▶ **Task goal**
Retype the listing exactly, minus its pictures.

▶ **Given data**
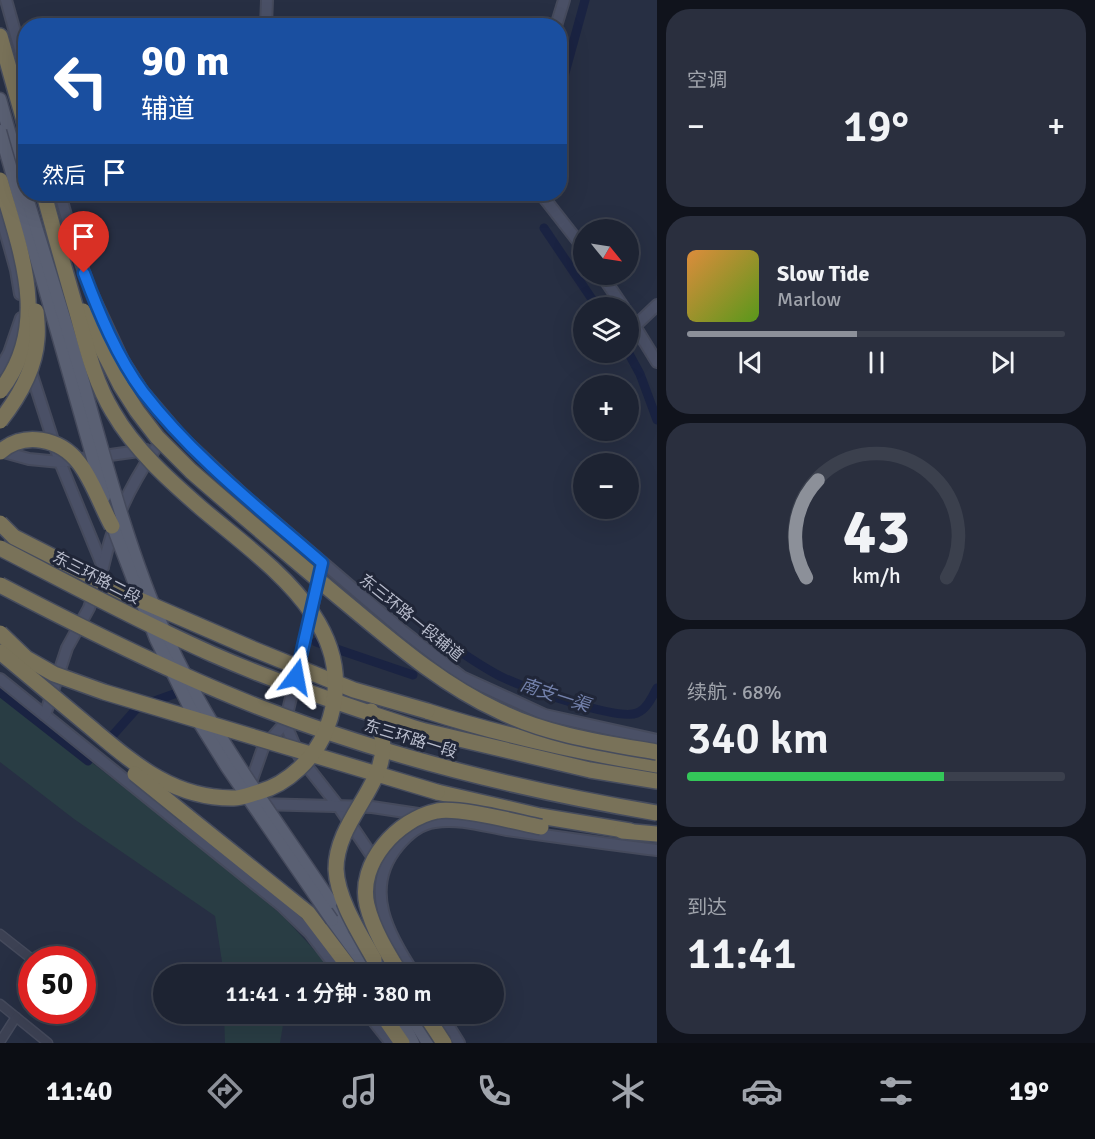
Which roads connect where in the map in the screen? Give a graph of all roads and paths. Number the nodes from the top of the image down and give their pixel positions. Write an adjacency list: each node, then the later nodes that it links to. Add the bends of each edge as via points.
1 (6, 0): 7 (main road)
2 (267, 0): 4 (main road)
3 (564, 0): 5 (main road)
4 (266, 18)
5 (558, 18)
6 (0, 36): 9 (highway)
7 (18, 42)
8 (0, 99): 11 (main road)
9 (18, 100)
10 (0, 131): 13 (main road, bridge)
11 (18, 164)
12 (0, 180): 21 (highway, bridge)
13 (18, 194)
14 (20, 201): 36 (main road, bridge)
15 (28, 201): 65 (main road, bridge, via 124,526 166,635 224,741)
16 (46, 201): 22 (highway, bridge)
17 (62, 201): 31 (main road, 东三环路一段辅道, via 107,328 142,390)
18 (546, 201): 20 (main road)
19 (0, 213): 24 (main road, via 20,287)
20 (573, 235)
21 (28, 279): 29 (highway, bridge, via 30,313 24,342); 30 (highway, bridge, via 36,310 37,339 24,386)
22 (70, 287): 44 (highway, bridge, via 98,382 133,441 161,472 283,577 309,608 326,636 333,661 333,712 321,742 300,768 269,789 236,798 199,795 174,788 142,770); 51 (highway, bridge, via 121,386 157,437 191,471 415,660 500,712 540,727)
23 (657, 305): 25 (main road)
24 (21, 318): 28 (main road); 34 (main road, via 32,377)
25 (639, 322)
26 (639, 330): 27 (main road)
27 (657, 362)
28 (0, 369)
29 (0, 391)
30 (0, 421)
31 (182, 437): 32 (main road); 39 (main road, 东三环路一段辅道)
32 (155, 449): 34 (main road); 40 (main road, via 120,511)
33 (0, 451): 34 (main road); 36 (highway, bridge, via 16,441 31,438 58,446 80,463)
34 (60, 462): 40 (main road)
35 (0, 523): 37 (highway, bridge)
36 (112, 526): 68 (main road, bridge, via 156,639 189,706 227,768)
37 (7, 533): 47 (highway, bridge, via 126,594)
38 (0, 548): 43 (highway, 东三环路二段, bridge)
39 (322, 563): 49 (main road); 50 (main road, 东三环路一段辅道, via 462,677 544,715)
40 (103, 567): 48 (main road, via 89,608 67,648)
41 (0, 585): 57 (highway, 东三环路一段, bridge, via 164,666 345,738 512,786)
42 (0, 633): 59 (highway, bridge, via 26,658 54,675 104,692 437,792 540,816)
43 (178, 638): 53 (highway, 东三环路一段, bridge, via 319,696 421,730 590,770)
44 (0, 652)
45 (0, 665): 67 (highway, bridge, via 292,899 314,920)
46 (0, 678): 48 (main road)
47 (354, 690): 52 (highway, bridge, via 547,745); 65 (highway, bridge, via 381,730 384,751 375,779 340,842 336,871 351,919)
48 (45, 715): 54 (main road)
49 (285, 723): 55 (main road, via 264,748); 56 (main road, via 299,756)
50 (657, 740)
51 (657, 753)
52 (657, 765)
53 (657, 781)
54 (136, 788): 55 (main road); 66 (main road, via 281,905 310,933)
55 (244, 804): 56 (main road)
56 (339, 807): 58 (main road, via 400,810); 62 (main road)
57 (657, 813)
58 (457, 821): 61 (main road); 62 (main road, via 419,827 390,855)
59 (630, 831): 60 (highway); 70 (highway, bridge, via 541,827 462,812 438,811 411,821 381,850 367,885 372,919)
60 (657, 834)
61 (657, 850)
62 (382, 873): 71 (main road, via 383,918)
63 (0, 934): 64 (street)
64 (18, 948)
65 (374, 959): 69 (main road)
66 (334, 964)
67 (347, 964)
68 (364, 964)
69 (377, 964)
70 (395, 964)
71 (410, 964)
72 (0, 1004): 73 (street)
73 (15, 1017): 80 (street); 81 (street)
74 (376, 1024): 82 (main road)
75 (393, 1024): 83 (highway)
76 (396, 1024): 84 (main road)
77 (416, 1024): 85 (main road)
78 (432, 1024): 86 (highway, bridge)
79 (447, 1024): 87 (main road)
80 (0, 1042)
81 (48, 1043)
82 (391, 1043)
83 (402, 1043)
84 (413, 1043)
85 (428, 1043)
86 (444, 1043)
87 (459, 1043)

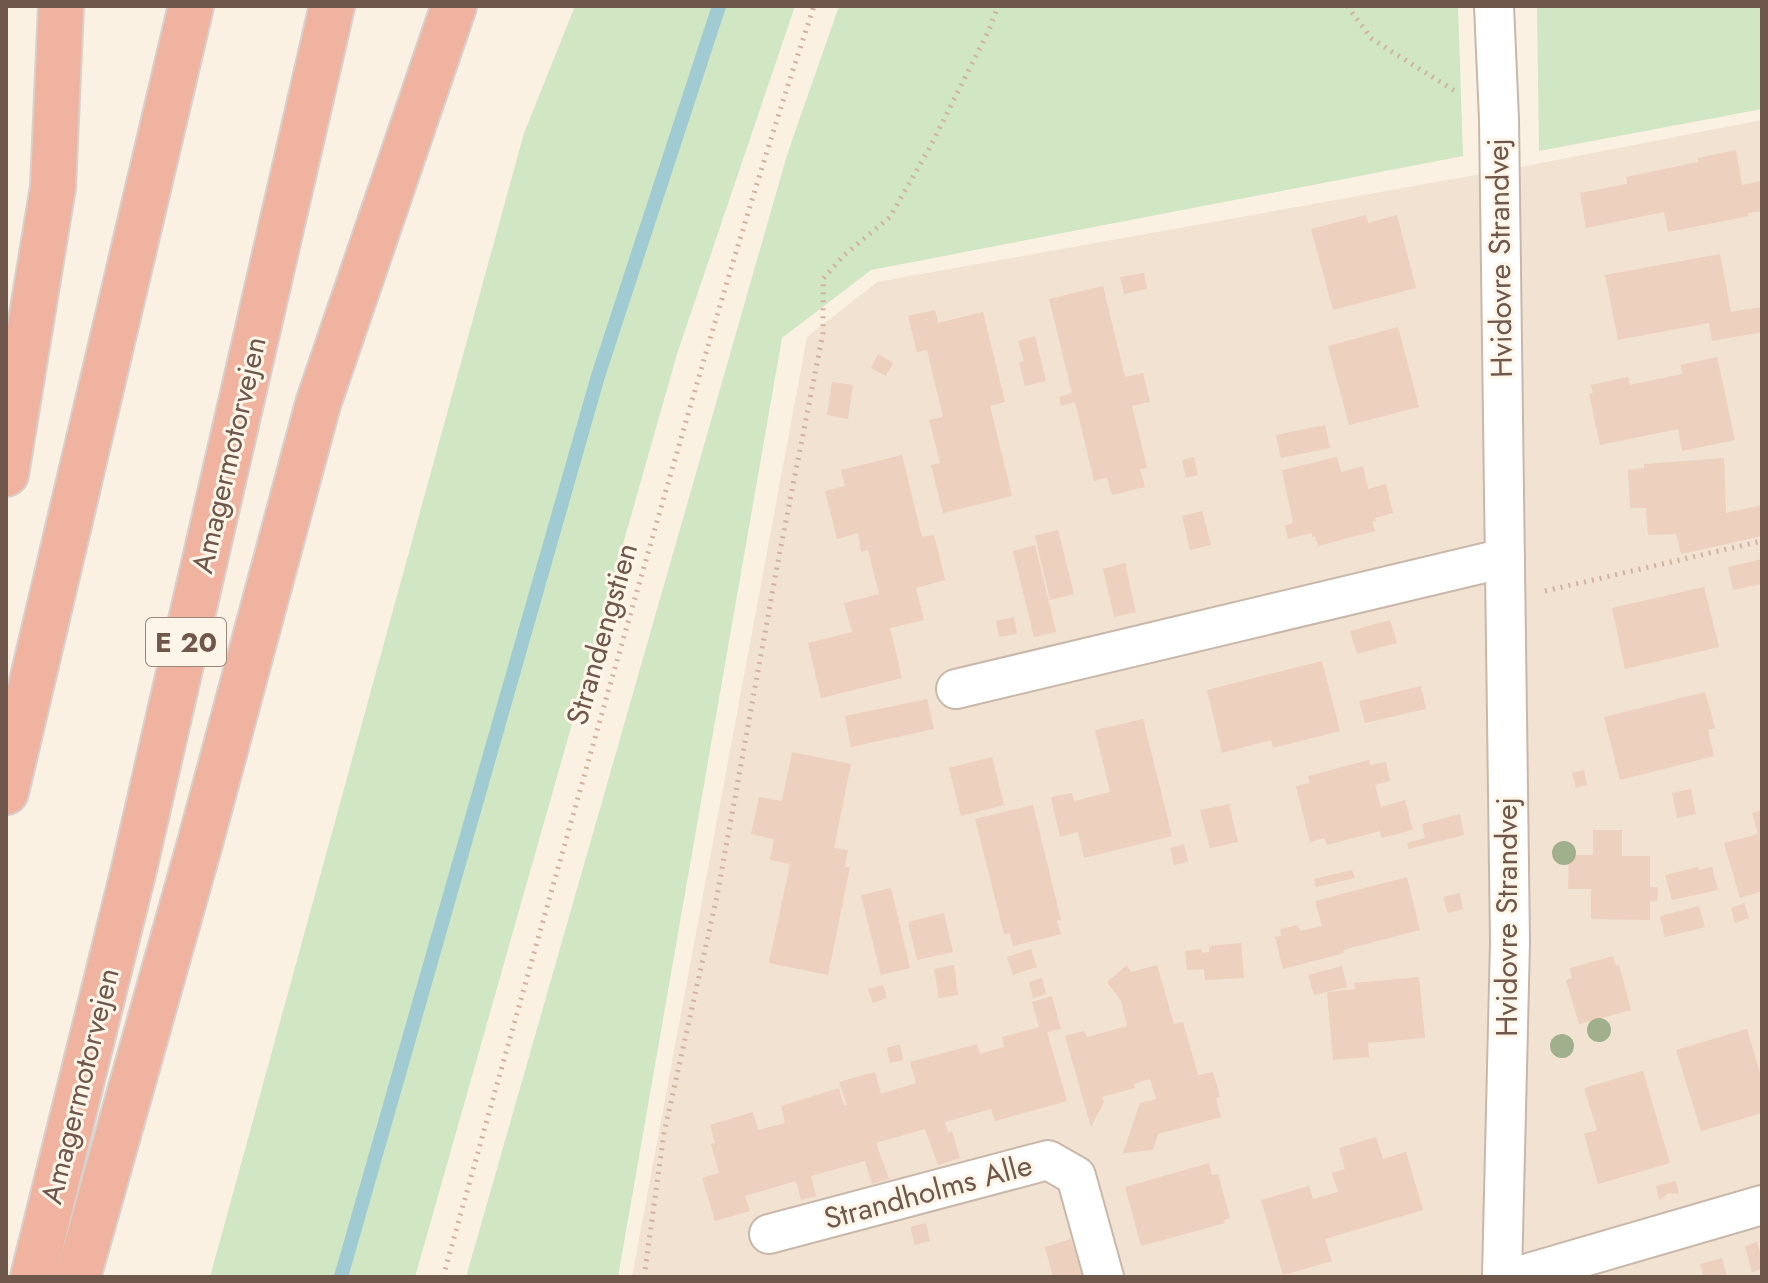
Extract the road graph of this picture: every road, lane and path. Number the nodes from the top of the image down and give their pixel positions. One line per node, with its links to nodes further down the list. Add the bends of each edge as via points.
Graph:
1 (61, 6): 10 (highway, via 53,187)
2 (191, 6): 14 (highway)
3 (332, 6): 17 (highway, Amagermotorvejen / E 20, via 134,869)
4 (454, 6): 18 (highway, via 318,404)
5 (814, 6): 19 (path, Strandengstien, via 678,449)
6 (998, 6): 20 (path, via 890,217 823,279 823,333 717,896 664,1133)
7 (1347, 6): 9 (path, via 1372,39)
8 (1494, 6): 9 (street, Hvidovre Strandvej)
9 (1499, 119): 12 (street, Hvidovre Strandvej)
10 (6, 474)
11 (1762, 541): 12 (path, via 1534,593)
12 (1505, 576): 13 (street); 22 (street, Hvidovre Strandvej, via 1510,942)
13 (956, 689)
14 (6, 792)
15 (1762, 1205): 23 (street)
16 (769, 1234): 21 (street, Strandholms Alle, via 1048,1160 1076,1176)
17 (33, 1277)
18 (78, 1277)
19 (443, 1277)
20 (644, 1277)
21 (1104, 1277)
22 (1502, 1277)
23 (1515, 1277)

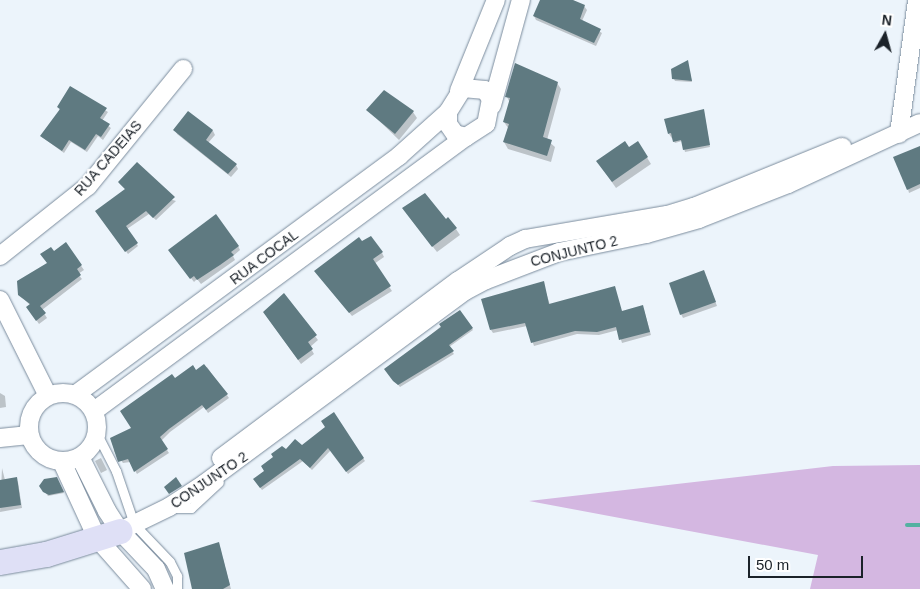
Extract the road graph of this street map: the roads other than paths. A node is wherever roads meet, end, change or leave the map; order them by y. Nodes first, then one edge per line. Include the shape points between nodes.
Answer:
1 (496, 0) edge
2 (521, 0) edge
3 (916, 0) edge
4 (183, 68) dead end
5 (459, 91) junction
6 (492, 105) junction
7 (448, 112) junction
8 (920, 118) edge
9 (920, 123) edge
10 (899, 129) junction
11 (466, 137) junction
12 (0, 256) edge
13 (0, 300) edge
14 (76, 395) junction
15 (48, 396) junction
16 (94, 411) junction
17 (97, 434) junction
18 (29, 435) junction
19 (0, 438) edge
20 (80, 458) junction
21 (62, 462) junction
22 (127, 528) junction
23 (96, 538) junction
24 (0, 562) edge
25 (120, 562) junction
26 (142, 589) edge
27 (155, 589) edge
28 (166, 589) edge
29 (177, 589) edge

1 - 5 street
2 - 6 street
3 - 10 street
4 - 12 street, RUA CADEIAS via 88,186
5 - 6 street via 477,87 485,90
5 - 7 street
6 - 11 street via 483,128
7 - 11 street via 448,124 456,134
7 - 14 street, RUA COCAL via 399,156
8 - 10 street, CONJUNTO 2
9 - 10 street, CONJUNTO 2
10 - 22 street, CONJUNTO 2 via 697,213 667,215 525,239 166,509
11 - 16 street, RUA COCAL
13 - 15 street
14 - 15 street via 62,392
14 - 16 street
15 - 18 street via 35,405 29,420
16 - 17 street
17 - 20 street via 91,448
17 - 22 lane via 116,471
18 - 19 street
18 - 21 street via 35,449 48,459
20 - 21 street
20 - 22 street
21 - 23 street
22 - 23 street
22 - 28 street
22 - 29 lane via 170,562 177,576
23 - 24 street via 46,554
23 - 25 street
25 - 26 street
25 - 27 street via 140,573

▶ **Expected output**
Which roads connect where in the map in the screen? Give a graph of all roads and paths. Number the nodes from the top of the image down and give their pixel positions. Write an adjacency list: each node, then the later nodes that it links to. Add the bends of each edge as via points.
1 (6, 0): 7 (main road)
2 (267, 0): 4 (main road)
3 (564, 0): 5 (main road)
4 (266, 18)
5 (558, 18)
6 (0, 36): 9 (highway)
7 (18, 42)
8 (0, 99): 11 (main road)
9 (18, 100)
10 (0, 131): 13 (main road, bridge)
11 (18, 164)
12 (0, 180): 21 (highway, bridge)
13 (18, 194)
14 (20, 201): 36 (main road, bridge)
15 (28, 201): 65 (main road, bridge, via 124,526 166,635 224,741)
16 (46, 201): 22 (highway, bridge)
17 (62, 201): 31 (main road, 东三环路一段辅道, via 107,328 142,390)
18 (546, 201): 20 (main road)
19 (0, 213): 24 (main road, via 20,287)
20 (573, 235)
21 (28, 279): 29 (highway, bridge, via 30,313 24,342); 30 (highway, bridge, via 36,310 37,339 24,386)
22 (70, 287): 44 (highway, bridge, via 98,382 133,441 161,472 283,577 309,608 326,636 333,661 333,712 321,742 300,768 269,789 236,798 199,795 174,788 142,770); 51 (highway, bridge, via 121,386 157,437 191,471 415,660 500,712 540,727)
23 (657, 305): 25 (main road)
24 (21, 318): 28 (main road); 34 (main road, via 32,377)
25 (639, 322)
26 (639, 330): 27 (main road)
27 (657, 362)
28 (0, 369)
29 (0, 391)
30 (0, 421)
31 (182, 437): 32 (main road); 39 (main road, 东三环路一段辅道)
32 (155, 449): 34 (main road); 40 (main road, via 120,511)
33 (0, 451): 34 (main road); 36 (highway, bridge, via 16,441 31,438 58,446 80,463)
34 (60, 462): 40 (main road)
35 (0, 523): 37 (highway, bridge)
36 (112, 526): 68 (main road, bridge, via 156,639 189,706 227,768)
37 (7, 533): 47 (highway, bridge, via 126,594)
38 (0, 548): 43 (highway, 东三环路二段, bridge)
39 (322, 563): 49 (main road); 50 (main road, 东三环路一段辅道, via 462,677 544,715)
40 (103, 567): 48 (main road, via 89,608 67,648)
41 (0, 585): 57 (highway, 东三环路一段, bridge, via 164,666 345,738 512,786)
42 (0, 633): 59 (highway, bridge, via 26,658 54,675 104,692 437,792 540,816)
43 (178, 638): 53 (highway, 东三环路一段, bridge, via 319,696 421,730 590,770)
44 (0, 652)
45 (0, 665): 67 (highway, bridge, via 292,899 314,920)
46 (0, 678): 48 (main road)
47 (354, 690): 52 (highway, bridge, via 547,745); 65 (highway, bridge, via 381,730 384,751 375,779 340,842 336,871 351,919)
48 (45, 715): 54 (main road)
49 (285, 723): 55 (main road, via 264,748); 56 (main road, via 299,756)
50 (657, 740)
51 (657, 753)
52 (657, 765)
53 (657, 781)
54 (136, 788): 55 (main road); 66 (main road, via 281,905 310,933)
55 (244, 804): 56 (main road)
56 (339, 807): 58 (main road, via 400,810); 62 (main road)
57 (657, 813)
58 (457, 821): 61 (main road); 62 (main road, via 419,827 390,855)
59 (630, 831): 60 (highway); 70 (highway, bridge, via 541,827 462,812 438,811 411,821 381,850 367,885 372,919)
60 (657, 834)
61 (657, 850)
62 (382, 873): 71 (main road, via 383,918)
63 (0, 934): 64 (street)
64 (18, 948)
65 (374, 959): 69 (main road)
66 (334, 964)
67 (347, 964)
68 (364, 964)
69 (377, 964)
70 (395, 964)
71 (410, 964)
72 (0, 1004): 73 (street)
73 (15, 1017): 80 (street); 81 (street)
74 (376, 1024): 82 (main road)
75 (393, 1024): 83 (highway)
76 (396, 1024): 84 (main road)
77 (416, 1024): 85 (main road)
78 (432, 1024): 86 (highway, bridge)
79 (447, 1024): 87 (main road)
80 (0, 1042)
81 (48, 1043)
82 (391, 1043)
83 (402, 1043)
84 (413, 1043)
85 (428, 1043)
86 (444, 1043)
87 (459, 1043)

Extract the road graph of this picture: every road, lane and path. Number the nodes from the top of the image down and give their pixel positions. One line per node, with its links to nodes further down the list. Add the bends of each edge as via points.
Graph:
1 (61, 6): 10 (highway, via 53,187)
2 (191, 6): 14 (highway)
3 (332, 6): 17 (highway, Amagermotorvejen / E 20, via 134,869)
4 (454, 6): 18 (highway, via 318,404)
5 (814, 6): 19 (path, Strandengstien, via 678,449)
6 (998, 6): 20 (path, via 890,217 823,279 823,333 717,896 664,1133)
7 (1347, 6): 9 (path, via 1372,39)
8 (1494, 6): 9 (street, Hvidovre Strandvej)
9 (1499, 119): 12 (street, Hvidovre Strandvej)
10 (6, 474)
11 (1762, 541): 12 (path, via 1534,593)
12 (1505, 576): 13 (street); 22 (street, Hvidovre Strandvej, via 1510,942)
13 (956, 689)
14 (6, 792)
15 (1762, 1205): 23 (street)
16 (769, 1234): 21 (street, Strandholms Alle, via 1048,1160 1076,1176)
17 (33, 1277)
18 (78, 1277)
19 (443, 1277)
20 (644, 1277)
21 (1104, 1277)
22 (1502, 1277)
23 (1515, 1277)

Extract the road graph of this street map: the roads other than paths. A node is wherever roads meet, end, change or leave the map; order them by y. Nodes first, then one edge per line. Include the shape points between nodes.
Answer:
1 (496, 0) edge
2 (521, 0) edge
3 (916, 0) edge
4 (183, 68) dead end
5 (459, 91) junction
6 (492, 105) junction
7 (448, 112) junction
8 (920, 118) edge
9 (920, 123) edge
10 (899, 129) junction
11 (466, 137) junction
12 (0, 256) edge
13 (0, 300) edge
14 (76, 395) junction
15 (48, 396) junction
16 (94, 411) junction
17 (97, 434) junction
18 (29, 435) junction
19 (0, 438) edge
20 (80, 458) junction
21 (62, 462) junction
22 (127, 528) junction
23 (96, 538) junction
24 (0, 562) edge
25 (120, 562) junction
26 (142, 589) edge
27 (155, 589) edge
28 (166, 589) edge
29 (177, 589) edge

1 - 5 street
2 - 6 street
3 - 10 street
4 - 12 street, RUA CADEIAS via 88,186
5 - 6 street via 477,87 485,90
5 - 7 street
6 - 11 street via 483,128
7 - 11 street via 448,124 456,134
7 - 14 street, RUA COCAL via 399,156
8 - 10 street, CONJUNTO 2
9 - 10 street, CONJUNTO 2
10 - 22 street, CONJUNTO 2 via 697,213 667,215 525,239 166,509
11 - 16 street, RUA COCAL
13 - 15 street
14 - 15 street via 62,392
14 - 16 street
15 - 18 street via 35,405 29,420
16 - 17 street
17 - 20 street via 91,448
17 - 22 lane via 116,471
18 - 19 street
18 - 21 street via 35,449 48,459
20 - 21 street
20 - 22 street
21 - 23 street
22 - 23 street
22 - 28 street
22 - 29 lane via 170,562 177,576
23 - 24 street via 46,554
23 - 25 street
25 - 26 street
25 - 27 street via 140,573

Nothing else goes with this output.